Book Review: Karina Wolf’s The Insomniacs

Posted October 29, 2016 by Kathy Davie in Book Reviews, Children's

I received this book for free from the library in exchange for an honest review. This does not affect my opinion of the book or the content of my review.

Source: the library
Book Review: Karina Wolf’s The Insomniacs

The Insomniacs


by

Karina Wolf


in Hardcover edition that was published by G.P. Putnam's Books for Young Readers on August 16, 2012 and has 32 pages.

Explore it on Goodreads or Amazon
Illustrator: Ben Hilts, Sean Hilts

A picture book that explores the nighttime and encourages the reader to think outside the box.

My Take

The graphics cracked me up as they made me think of the Addams Family with their darkness and the manner in which the Hilt Brothers created the figures with their white, white faces and black, black hair. That house and those bats only reinforced my impressions, lol.

Cute. I liked that can-do attitude of the Insomniacs as they try to find a way to sleep through the night and discover all the life that moves in the night.
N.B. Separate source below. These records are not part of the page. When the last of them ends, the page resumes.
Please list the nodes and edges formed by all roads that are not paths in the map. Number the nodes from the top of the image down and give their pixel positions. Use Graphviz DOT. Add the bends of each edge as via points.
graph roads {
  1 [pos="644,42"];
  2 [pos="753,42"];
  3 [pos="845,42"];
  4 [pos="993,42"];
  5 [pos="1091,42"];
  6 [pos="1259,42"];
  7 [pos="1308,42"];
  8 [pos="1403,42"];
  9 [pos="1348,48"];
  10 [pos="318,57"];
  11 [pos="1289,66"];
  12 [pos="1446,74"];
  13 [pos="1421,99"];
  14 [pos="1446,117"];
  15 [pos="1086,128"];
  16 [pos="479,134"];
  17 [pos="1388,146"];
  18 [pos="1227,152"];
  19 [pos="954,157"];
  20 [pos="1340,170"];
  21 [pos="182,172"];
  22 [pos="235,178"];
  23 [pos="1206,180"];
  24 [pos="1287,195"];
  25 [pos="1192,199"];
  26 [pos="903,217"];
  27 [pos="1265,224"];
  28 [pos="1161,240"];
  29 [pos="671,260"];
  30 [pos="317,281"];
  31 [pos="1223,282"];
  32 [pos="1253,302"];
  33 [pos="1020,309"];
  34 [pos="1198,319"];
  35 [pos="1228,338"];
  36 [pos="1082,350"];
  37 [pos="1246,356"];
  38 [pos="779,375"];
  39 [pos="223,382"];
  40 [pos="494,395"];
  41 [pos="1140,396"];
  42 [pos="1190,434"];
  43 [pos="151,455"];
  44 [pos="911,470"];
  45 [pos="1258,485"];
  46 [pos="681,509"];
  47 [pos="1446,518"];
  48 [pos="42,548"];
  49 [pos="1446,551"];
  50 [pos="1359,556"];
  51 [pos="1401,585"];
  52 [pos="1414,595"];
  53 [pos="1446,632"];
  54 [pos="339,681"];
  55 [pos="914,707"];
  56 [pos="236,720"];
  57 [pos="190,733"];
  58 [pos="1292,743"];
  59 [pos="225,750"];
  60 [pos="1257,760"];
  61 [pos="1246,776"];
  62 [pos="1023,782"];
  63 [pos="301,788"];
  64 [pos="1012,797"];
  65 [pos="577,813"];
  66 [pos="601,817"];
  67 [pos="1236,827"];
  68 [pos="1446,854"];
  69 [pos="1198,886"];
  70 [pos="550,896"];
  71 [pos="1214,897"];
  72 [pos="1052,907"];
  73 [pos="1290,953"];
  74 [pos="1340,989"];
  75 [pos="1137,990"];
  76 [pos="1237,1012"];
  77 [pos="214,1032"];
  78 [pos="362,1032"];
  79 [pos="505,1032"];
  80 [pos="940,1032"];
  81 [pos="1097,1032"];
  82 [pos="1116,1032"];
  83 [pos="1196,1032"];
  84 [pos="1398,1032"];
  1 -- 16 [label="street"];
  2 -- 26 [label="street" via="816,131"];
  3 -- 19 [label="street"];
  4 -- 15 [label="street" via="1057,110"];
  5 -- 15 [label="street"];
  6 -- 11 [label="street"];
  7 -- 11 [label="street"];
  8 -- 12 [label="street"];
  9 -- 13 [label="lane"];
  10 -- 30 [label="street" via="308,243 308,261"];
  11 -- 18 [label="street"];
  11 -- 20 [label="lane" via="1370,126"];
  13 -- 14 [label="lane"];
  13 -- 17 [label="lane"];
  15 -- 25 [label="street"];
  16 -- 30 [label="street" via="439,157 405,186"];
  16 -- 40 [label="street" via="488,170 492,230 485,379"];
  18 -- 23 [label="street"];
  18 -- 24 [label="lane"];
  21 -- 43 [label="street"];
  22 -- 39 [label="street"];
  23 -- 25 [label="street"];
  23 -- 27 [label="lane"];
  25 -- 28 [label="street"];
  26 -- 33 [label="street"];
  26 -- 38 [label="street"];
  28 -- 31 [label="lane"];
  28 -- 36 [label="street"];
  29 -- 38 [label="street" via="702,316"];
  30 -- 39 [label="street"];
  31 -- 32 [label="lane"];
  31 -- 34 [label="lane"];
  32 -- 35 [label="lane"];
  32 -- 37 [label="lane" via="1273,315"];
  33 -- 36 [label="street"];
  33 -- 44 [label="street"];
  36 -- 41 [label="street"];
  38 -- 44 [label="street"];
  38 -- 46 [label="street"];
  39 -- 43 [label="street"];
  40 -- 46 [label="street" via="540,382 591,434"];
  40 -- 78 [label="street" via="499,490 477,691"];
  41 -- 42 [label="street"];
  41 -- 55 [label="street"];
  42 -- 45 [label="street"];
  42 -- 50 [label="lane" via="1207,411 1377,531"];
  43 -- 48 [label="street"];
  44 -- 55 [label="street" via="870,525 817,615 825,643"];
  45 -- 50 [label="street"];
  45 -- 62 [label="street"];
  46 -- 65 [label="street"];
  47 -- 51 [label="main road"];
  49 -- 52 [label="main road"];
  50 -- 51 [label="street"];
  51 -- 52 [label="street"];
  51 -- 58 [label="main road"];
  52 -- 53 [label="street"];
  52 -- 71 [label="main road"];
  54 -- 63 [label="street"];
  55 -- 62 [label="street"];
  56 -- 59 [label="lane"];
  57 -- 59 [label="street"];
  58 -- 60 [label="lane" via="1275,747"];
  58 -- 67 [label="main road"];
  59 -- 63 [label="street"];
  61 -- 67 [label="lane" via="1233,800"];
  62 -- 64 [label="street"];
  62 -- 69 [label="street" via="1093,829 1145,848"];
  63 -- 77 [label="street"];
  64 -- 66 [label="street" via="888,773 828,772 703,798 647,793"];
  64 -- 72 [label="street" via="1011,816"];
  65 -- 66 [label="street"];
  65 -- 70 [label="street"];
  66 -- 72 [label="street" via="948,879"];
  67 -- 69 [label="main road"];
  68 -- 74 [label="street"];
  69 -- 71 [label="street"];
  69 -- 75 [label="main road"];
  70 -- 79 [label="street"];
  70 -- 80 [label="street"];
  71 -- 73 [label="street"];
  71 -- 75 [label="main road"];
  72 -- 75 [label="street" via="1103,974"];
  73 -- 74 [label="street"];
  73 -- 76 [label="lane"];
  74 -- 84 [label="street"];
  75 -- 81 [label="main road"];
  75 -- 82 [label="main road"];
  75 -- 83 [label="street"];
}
Life-wise, it’s not very realistic and raises all sorts of questions on my part, but The Insomniacs is not about reality. It’s more of a poke to get children thinking outside the box. That the night too is full of life.

It’s a great opportunity for parents to talk about other assumptions they or the kids have. That having lots of money solves all one’s problems. That ignoring a problem makes it go away. That the same things are not important to everyone. Whatever you can discover about your own assumptions.

The Story

When Mrs. Insomniac gets a new job, the family moves twelve time zones away and simply cannot adapt to the change.

They try everything to fall asleep at night — take hot baths, count to one thousand, sip mugs of milk — but nothing helps.

Until they venture out into the dark and learn there is a whole world still awake and a beauty in their new and unconventional schedule.

The Characters

Mother, Mrs. Insomniac, has a new job. Father, Mr. Insomniac, is a photographer. Mika Insomniac is still at school.

The Cover and Title

I don’t normally pick up a book for it’s cover, but I would definitely make an exception for this one! It’s a misty, foggy night with a very pointy landscape below of mountains or trees and the slightly three-dimensional title hanging in mid-midnight sky with stars overhead, characters busily moving about and in and out: Father with a lantern coming out of the “O”, Mother perching on the second “N” with a telescope, and a pair, a young Mika and her bear, holding hands as they perch on the “C” and the “S”.

The title is the family with trouble sleeping, The Insomniacs.